Support Tasmanian Aboriginal communities with targeted primary prevention, early intervention and service delivery
Fourth Action Plan actions
- Primary prevention is key
- 4 Address intergenerational trauma for Aboriginal and Torres Strait Islander peoples through primary prevention, including holistic healing strategies, and by strengthening connections to culture, language, knowledge and identity.
- Support Aboriginal and Torres Strait Islander women and their children
- 6 Value and engage the expertise of Aboriginal and Torres Strait Islander women and men, communities and organisations to lead in the creation and implementation of community-led solutions to build and manage change.
- 9 Address both the immediate impacts and deep underlying drivers of family violence in Aboriginal and Torres Strait Islander communities through collective action with governments, service providers and communities.
What are we doing?
The Tasmanian Government will work with Tasmanian Aboriginal communities to support delivery of primary prevention, early intervention and improved service delivery for Aboriginal people affected by family and sexual violence. This action aligns with the Closing the Gap Refresh, which recognises that in order to effect real change, governments must work collaboratively and in genuine partnership with Aboriginal and Torres Strait Islander people.
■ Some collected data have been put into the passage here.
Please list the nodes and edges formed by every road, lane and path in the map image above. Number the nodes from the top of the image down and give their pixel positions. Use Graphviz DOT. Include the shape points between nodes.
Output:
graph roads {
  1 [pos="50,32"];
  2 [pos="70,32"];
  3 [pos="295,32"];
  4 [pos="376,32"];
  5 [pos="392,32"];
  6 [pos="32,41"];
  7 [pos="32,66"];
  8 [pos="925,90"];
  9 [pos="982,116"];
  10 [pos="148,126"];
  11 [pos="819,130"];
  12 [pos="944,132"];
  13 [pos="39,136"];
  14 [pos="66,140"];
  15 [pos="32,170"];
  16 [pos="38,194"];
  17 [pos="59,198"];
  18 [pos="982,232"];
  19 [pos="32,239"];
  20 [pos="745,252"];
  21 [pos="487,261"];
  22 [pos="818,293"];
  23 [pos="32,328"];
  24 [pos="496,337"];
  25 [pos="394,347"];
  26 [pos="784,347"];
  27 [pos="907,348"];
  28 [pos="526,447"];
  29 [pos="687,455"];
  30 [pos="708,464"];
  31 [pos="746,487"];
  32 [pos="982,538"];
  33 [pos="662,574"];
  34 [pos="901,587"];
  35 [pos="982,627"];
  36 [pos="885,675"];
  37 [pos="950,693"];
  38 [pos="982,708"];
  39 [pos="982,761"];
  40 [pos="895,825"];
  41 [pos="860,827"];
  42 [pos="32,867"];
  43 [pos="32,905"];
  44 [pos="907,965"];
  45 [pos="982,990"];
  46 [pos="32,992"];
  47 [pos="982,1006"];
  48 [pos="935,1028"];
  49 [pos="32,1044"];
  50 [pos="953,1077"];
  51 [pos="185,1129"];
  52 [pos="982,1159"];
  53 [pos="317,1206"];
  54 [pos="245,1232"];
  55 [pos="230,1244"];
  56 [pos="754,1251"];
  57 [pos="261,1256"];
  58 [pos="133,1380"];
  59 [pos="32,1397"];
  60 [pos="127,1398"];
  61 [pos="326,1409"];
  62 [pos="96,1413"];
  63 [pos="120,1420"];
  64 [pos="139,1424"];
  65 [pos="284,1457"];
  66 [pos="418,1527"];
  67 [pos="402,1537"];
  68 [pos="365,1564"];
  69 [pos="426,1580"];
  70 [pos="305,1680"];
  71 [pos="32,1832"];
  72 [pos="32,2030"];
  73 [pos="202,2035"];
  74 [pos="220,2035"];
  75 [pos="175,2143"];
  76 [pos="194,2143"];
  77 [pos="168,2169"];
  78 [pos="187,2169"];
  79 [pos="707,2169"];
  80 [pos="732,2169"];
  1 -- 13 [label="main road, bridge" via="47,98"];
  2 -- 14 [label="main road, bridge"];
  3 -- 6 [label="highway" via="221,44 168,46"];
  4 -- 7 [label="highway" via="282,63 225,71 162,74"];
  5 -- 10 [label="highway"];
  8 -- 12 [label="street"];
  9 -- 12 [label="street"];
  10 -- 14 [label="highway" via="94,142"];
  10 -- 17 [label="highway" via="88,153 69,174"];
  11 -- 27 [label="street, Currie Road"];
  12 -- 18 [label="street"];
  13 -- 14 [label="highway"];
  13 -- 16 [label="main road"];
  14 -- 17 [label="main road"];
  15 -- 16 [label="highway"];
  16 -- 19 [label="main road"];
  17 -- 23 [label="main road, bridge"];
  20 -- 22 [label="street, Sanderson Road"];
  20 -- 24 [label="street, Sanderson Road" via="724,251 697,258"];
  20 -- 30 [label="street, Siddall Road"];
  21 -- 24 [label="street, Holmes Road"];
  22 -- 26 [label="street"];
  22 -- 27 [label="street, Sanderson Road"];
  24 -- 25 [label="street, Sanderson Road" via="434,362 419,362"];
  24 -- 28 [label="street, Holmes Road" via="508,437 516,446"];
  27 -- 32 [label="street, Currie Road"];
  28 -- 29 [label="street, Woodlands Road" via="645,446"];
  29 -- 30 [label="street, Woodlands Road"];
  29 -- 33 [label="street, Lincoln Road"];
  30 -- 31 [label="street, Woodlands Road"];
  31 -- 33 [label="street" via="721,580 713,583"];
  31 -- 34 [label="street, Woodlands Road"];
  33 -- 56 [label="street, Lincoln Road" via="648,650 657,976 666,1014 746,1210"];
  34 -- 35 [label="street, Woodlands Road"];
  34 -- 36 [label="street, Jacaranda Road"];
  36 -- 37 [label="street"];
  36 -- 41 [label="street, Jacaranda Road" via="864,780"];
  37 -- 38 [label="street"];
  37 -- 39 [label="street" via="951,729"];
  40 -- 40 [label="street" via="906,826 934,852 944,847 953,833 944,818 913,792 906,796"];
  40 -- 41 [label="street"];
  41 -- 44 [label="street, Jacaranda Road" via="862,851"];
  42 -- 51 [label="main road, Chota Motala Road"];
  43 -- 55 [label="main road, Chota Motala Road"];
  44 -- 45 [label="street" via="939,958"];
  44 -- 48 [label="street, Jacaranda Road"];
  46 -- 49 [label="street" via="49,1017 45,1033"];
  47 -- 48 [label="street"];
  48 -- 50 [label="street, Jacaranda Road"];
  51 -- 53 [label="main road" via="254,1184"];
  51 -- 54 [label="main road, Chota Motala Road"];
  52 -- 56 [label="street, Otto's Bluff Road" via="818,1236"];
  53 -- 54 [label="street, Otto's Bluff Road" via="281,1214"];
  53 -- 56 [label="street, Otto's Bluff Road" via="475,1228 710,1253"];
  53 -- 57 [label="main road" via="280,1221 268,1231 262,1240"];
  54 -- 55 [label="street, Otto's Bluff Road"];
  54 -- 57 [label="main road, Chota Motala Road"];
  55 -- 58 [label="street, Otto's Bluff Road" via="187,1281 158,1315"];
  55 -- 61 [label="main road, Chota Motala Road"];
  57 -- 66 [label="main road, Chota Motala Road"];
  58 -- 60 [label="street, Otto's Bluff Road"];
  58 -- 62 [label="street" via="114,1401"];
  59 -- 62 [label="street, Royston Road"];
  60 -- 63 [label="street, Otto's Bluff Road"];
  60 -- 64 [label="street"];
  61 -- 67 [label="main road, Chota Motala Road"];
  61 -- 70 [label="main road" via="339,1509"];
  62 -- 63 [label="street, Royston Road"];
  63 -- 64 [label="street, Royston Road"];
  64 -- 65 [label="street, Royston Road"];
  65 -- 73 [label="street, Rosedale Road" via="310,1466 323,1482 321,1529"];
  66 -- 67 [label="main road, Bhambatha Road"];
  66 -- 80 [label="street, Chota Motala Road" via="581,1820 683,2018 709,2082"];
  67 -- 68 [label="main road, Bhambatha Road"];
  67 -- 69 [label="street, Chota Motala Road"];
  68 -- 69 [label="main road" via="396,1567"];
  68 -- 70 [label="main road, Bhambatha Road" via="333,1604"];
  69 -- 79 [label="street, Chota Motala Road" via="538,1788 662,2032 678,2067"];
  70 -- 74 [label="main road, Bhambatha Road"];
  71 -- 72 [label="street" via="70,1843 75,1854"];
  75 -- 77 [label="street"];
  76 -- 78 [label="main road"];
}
- Support Tasmanian Aboriginal communities to deliver targeted primary prevention and early intervention programs and to improve service delivery for Aboriginal people affected by family and sexual violence is an action under Safe Homes, Families, Communities: Tasmania’s action plan for family and sexual violence 2019-2022 (Safe Homes, Families, Communities), which invests $26 million over three years from 2019-20 to 2021-22 to prevent and respond to family and sexual violence in Tasmania.
What is next?
Under this initiative, the South East Tasmanian Aboriginal Corporation (SETAC) will deliver the Bark Hut primary prevention and early intervention program in the South.
The Bark Hut project will engage Aboriginal community members in the building of a Tasmanian Aboriginal Bark Hut. The activity will explore the purpose a home serves, what makes a safe home, what values are required to create a safe space and culture of respect for all family members. Through engaging in this activity, issues impacting family violence in the Aboriginal context will be explored and deconstructed.
The project delivery aligns with Our Watch’s Changing the Picture, the national framework for the prevention of violence against Aboriginal and Torres Strait Islander women and their children.
What difference will we make?
The intended outcomes of this action include:
- Tasmanian Aboriginal communities are empowered to implement primary prevention activities;
- Tasmanian Aboriginal communities are engaged to provide advice and responses to improve service delivery of Aboriginal people affected by family and sexual violence;
- Tasmanian Aboriginal community organisations are better able to increase awareness of the drivers of family violence and services/supports for people affected by family violence; and
- Increased cultural competency of service providers to deliver services to Aboriginal people affected by family violence.